His vow of silence was far more genuine than Gideon’s had been, and Harrow found herself reassured that her House would still be a haven for those in need of silence, contemplation, and peace, even now there was no Locked Tomb to guard or God to worship. She wasn’t sure how she’d have coped if the Ninth had wholly changed its character.

Harrow’s congregation had not all found it easy to come to terms with their open Tomb and dead God. She still held mass for them, when she could. This currently took place in her chambers, with the chapel full of beds, but they made it work.

She wasn’t sure what to say during those masses. None of the old intercessions seemed appropriate, with the locked tomb standing open, but knucklebone prayers needed no words. She wondered what they thought of now, when they prayed, and knew that some would be praying for the return of the King Undying, but she was their Reverend Daughter, and she would love and serve even those who wished life for the monster Harrow had killed. She wondered how she’d feel if some of them switched their worship to her, now she’d performed a resurrection of her own.

Sextus could tell from his machines’ infernal beeping when someone was about to regain consciousness, and so Harrow had been there to greet each of her dead as they awoke. Gideon had been there for most of them, though she’d bowed out of seeing Octakiseron, with the explanation that Palamedes had banned her from punching him, on medical grounds, and she just couldn’t guarantee that if she got within punching distance.

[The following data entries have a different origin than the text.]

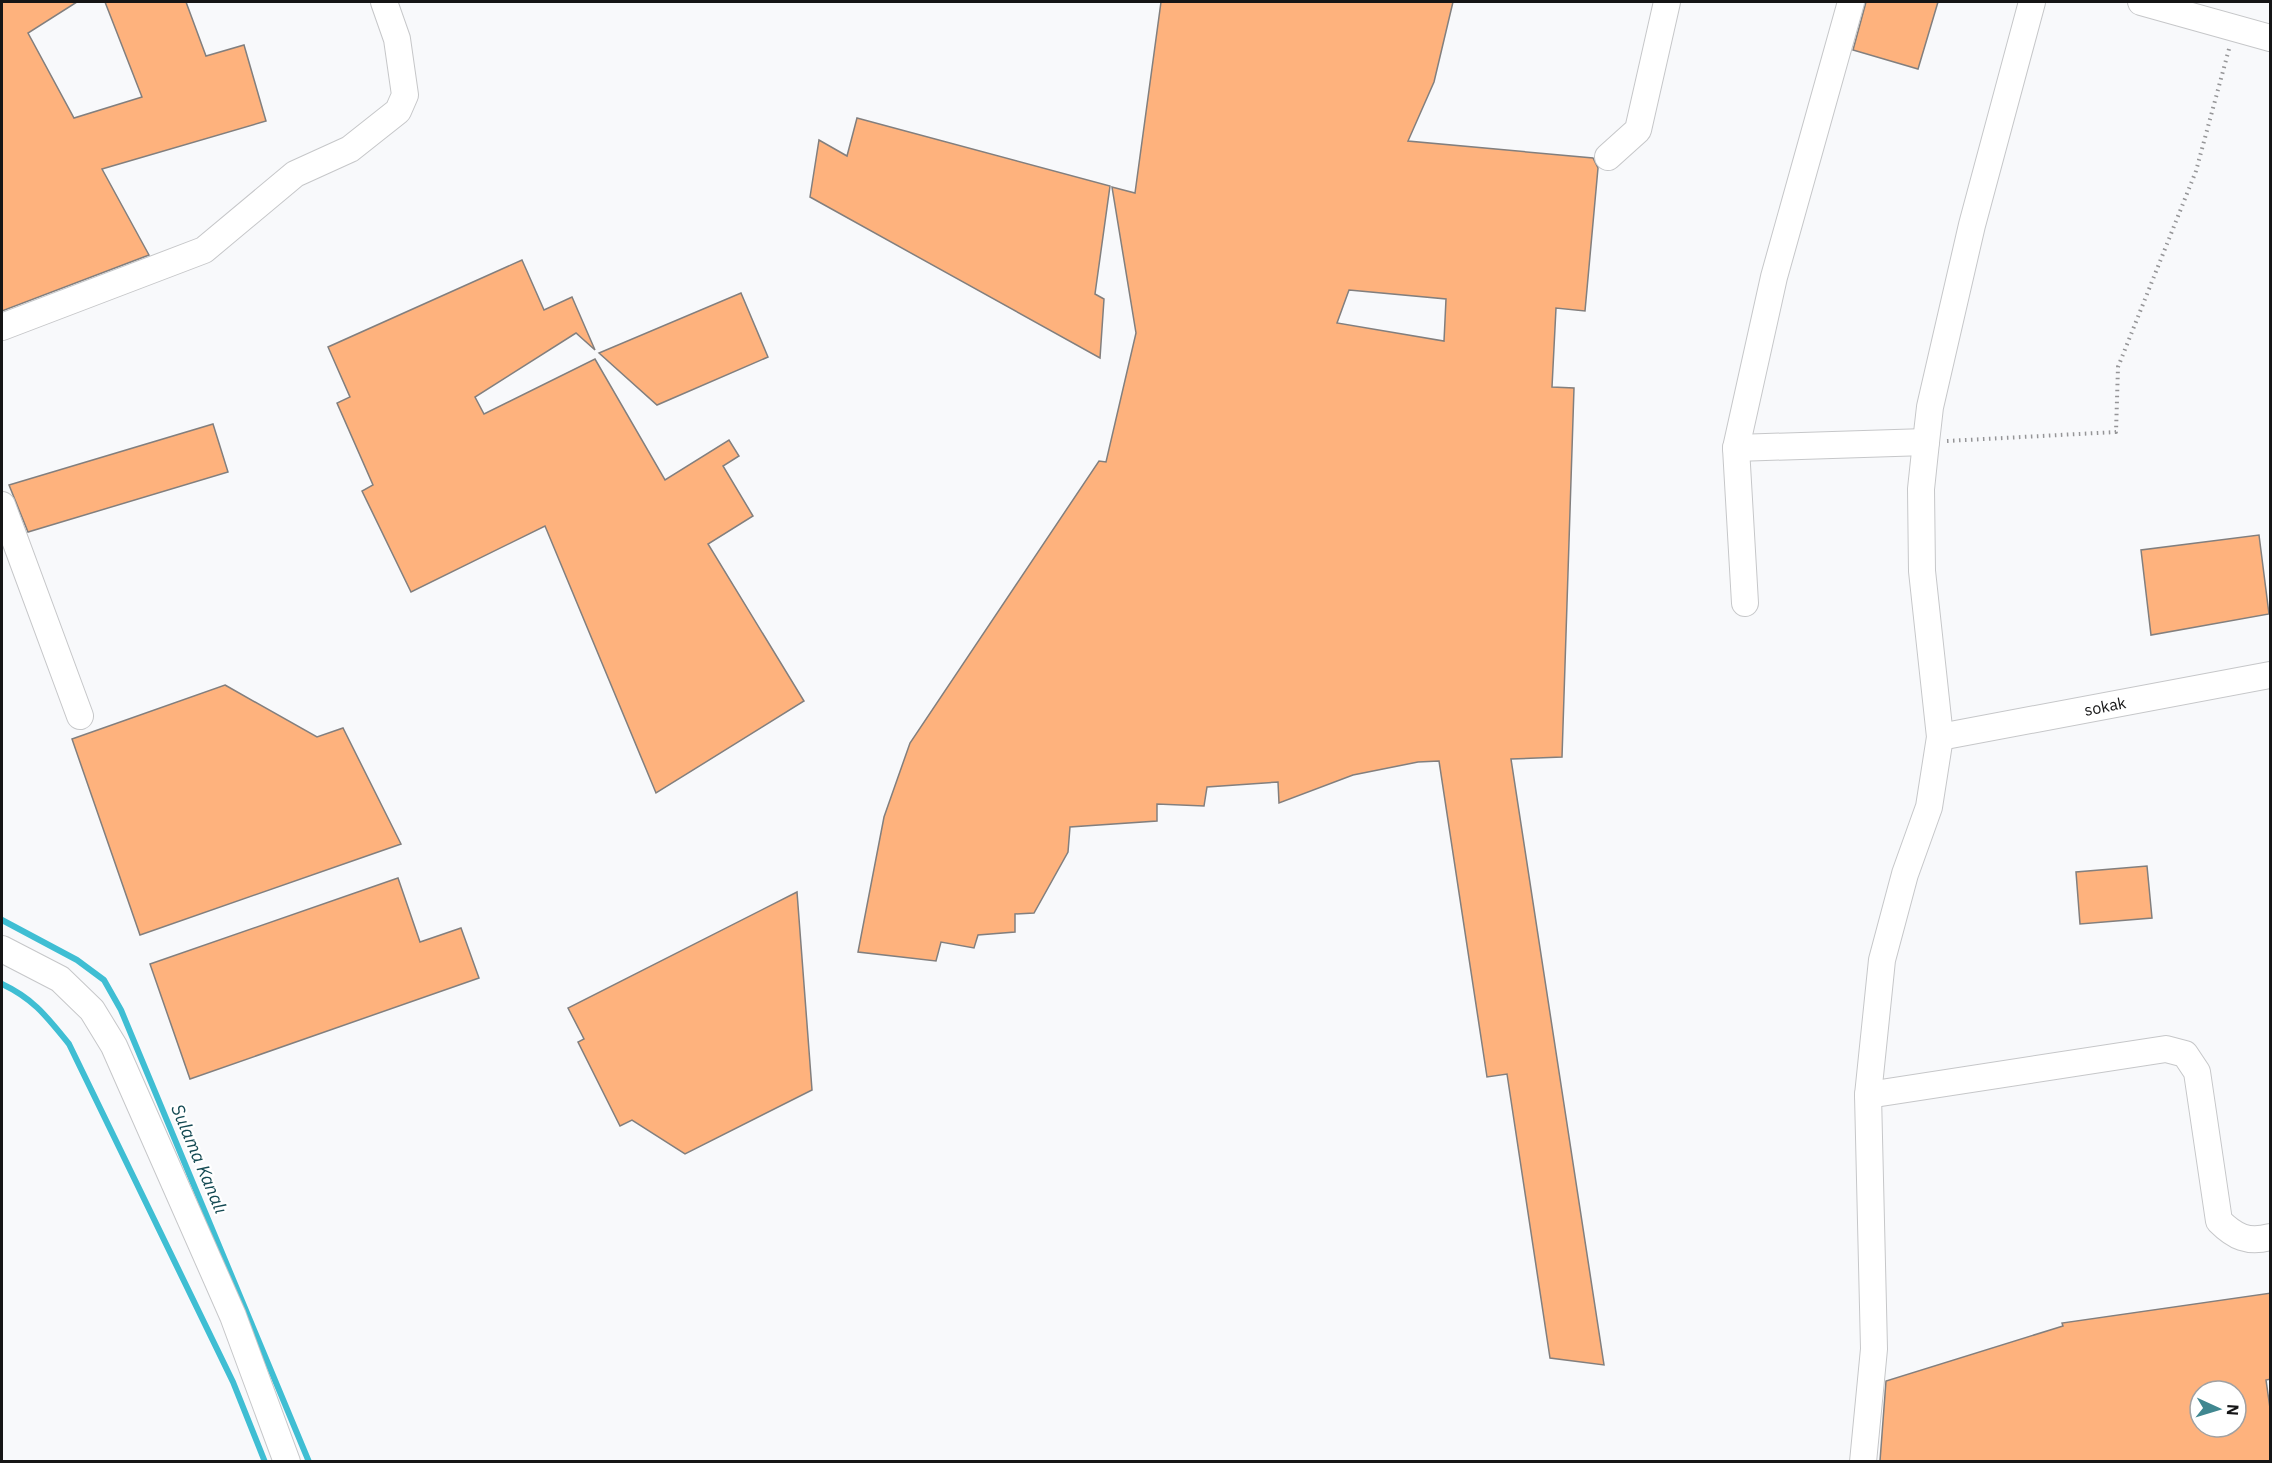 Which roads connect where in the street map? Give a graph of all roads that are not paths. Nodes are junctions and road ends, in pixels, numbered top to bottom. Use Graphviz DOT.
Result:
graph roads {
  1 [pos="384,2"];
  2 [pos="1667,2"];
  3 [pos="1851,2"];
  4 [pos="2032,2"];
  5 [pos="2141,2"];
  6 [pos="2271,38"];
  7 [pos="1608,157"];
  8 [pos="2,327"];
  9 [pos="1926,442"];
  10 [pos="1736,448"];
  11 [pos="2,505"];
  12 [pos="1745,603"];
  13 [pos="2271,675"];
  14 [pos="80,716"];
  15 [pos="1940,737"];
  16 [pos="2,949"];
  17 [pos="1868,1095"];
  18 [pos="2271,1237"];
  19 [pos="287,1461"];
  20 [pos="1863,1461"];
  1 -- 8 [label="street"];
  2 -- 7 [label="street"];
  3 -- 10 [label="street"];
  4 -- 9 [label="street"];
  5 -- 6 [label="street"];
  9 -- 10 [label="street"];
  9 -- 15 [label="street"];
  10 -- 12 [label="street"];
  11 -- 14 [label="street"];
  13 -- 15 [label="street, sokak"];
  15 -- 17 [label="street"];
  16 -- 19 [label="street"];
  17 -- 18 [label="street"];
  17 -- 20 [label="street"];
}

Now they were waiting for Abigail and Magnus to wake, and it was fortunate that they’d been able to move the empty beds of those who had already woken out of the chapel to make space, because everyone wanted to be there to see them. The Fourth teens were crying, and everyone was assiduously pretending not to notice. Gideon was not crying, though Harrow could tell it was only through sheer force of will, and she was grateful for that. Honestly, the thought of being able to see Abigail again, and tell her that she’d made everything all right… Harrow was a little choked up herself. 

Even Palamedes was there, although he was still casting frequent glances over to the bed where Dulcie lay. Even getting to her bed was a challenge; she was hooked up to far more wires and drips and machines going beep than anyone else, but Sextus managed it. He spent most of his days sat by her side, holding one needle-pierced hand gently in his. He said that she was responding well to the treatments BoE had sent them, but her condition had been so advanced that it was still too soon to be certain.

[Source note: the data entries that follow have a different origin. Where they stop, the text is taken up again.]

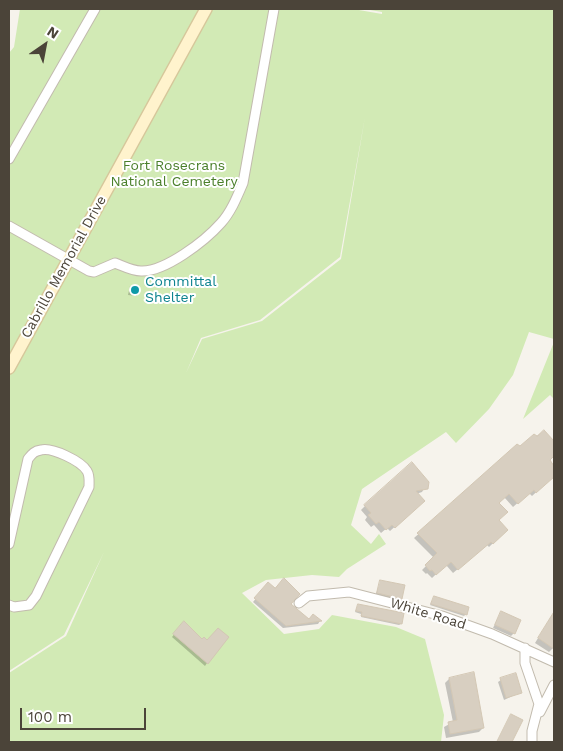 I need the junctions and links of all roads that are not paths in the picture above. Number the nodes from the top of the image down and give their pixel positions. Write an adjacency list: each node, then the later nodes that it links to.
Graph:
1 (95, 9): 4 (street)
2 (206, 9): 6 (main road, Cabrillo Memorial Drive)
3 (274, 9): 6 (street)
4 (9, 159)
5 (9, 226): 6 (street)
6 (67, 259): 7 (main road, Cabrillo Memorial Drive)
7 (9, 368)
8 (12, 514): 9 (street); 11 (street)
9 (9, 544)
10 (299, 603): 12 (street, White Road)
11 (9, 605)
12 (525, 648): 13 (street, White Road); 15 (street)
13 (554, 662)
14 (554, 685): 15 (street)
15 (532, 731): 16 (street); 17 (street)
16 (527, 742)
17 (532, 742)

Abigail’s eyes opened first. She saw Harrow, and groaned.

“Have you gone and gotten yourself haunted again, dear? If so, I demand a better staging ground this time. Surely you’ve got enough control over the parameters by now to create a scenario minus the pain? My head is pounding.”

“Maybe the one with the canapes?” Magnus suggested, hopefully, from the next bed over.

“I’m afraid not,” Harrow said, and her voice betrayed tears, even if she’d tactically pinched off her lacrimal ducts to prevent any actual crying. “This one’s real; I’m not in control.”

“Real? But…”

Any further explanation was forstalled as Jeannemary and Isaac threw themselves at the newly awoken pair. Gideon and Camilla moved in almost perfect unison to push the two beds together and lever them up so that Abigail and Magnus were semi-upright, and before long, the Fifth and Fourth houses were wrapped together in a single, tearful embrace.

“You sent us away,” Jeannemary wailed.

“And a good thing we did," said Abigail. "That spirit was nasty.”

“Yeah, my mum was a real piece of work” Gideon said, quietly enough that she thought Abigail wouldn’t hear, but then, Abigail did have preternatural hearing when it came to muttered teen asides. 

“Your mother? Well, I suppose there was a certain resemblance…”

“You won’t believe who my dad was.”

“Well, if he’s anything like your mother, we might just have to adopt you ourselves. What do you think, Magnus?”

“I think we should adopt them both. Harrow needs parenting just as much as Gideon.” He reached out a hand to ruffle Gideon’s hair, which she surprisingly did not object to. In fact, that simple, fatherly gesture was too much, and the suppressed tears began to fall.

“You aren’t wrong.” Abigail agreed, casting a kind but concerned eye over at Harrow’s wasted frame and lined face. ”I think we can handle taking care of four teenagers, and it would be lovely to have a full house.” Abigail looked critically at Palamedes. “And don’t think you’re too old for some mothering either, Master Warden. You could use a few more home cooked meals!”

Camilla jabbed her necromancer in the ribs with an elbow, and snorted agreement.

“So,” Harrow said. She had intended to give the Fifth a little more recovery time before asking anything of them, especially when they had already helped her so much, but this seemed as good a segue as any. “You’re not averse to a large family?”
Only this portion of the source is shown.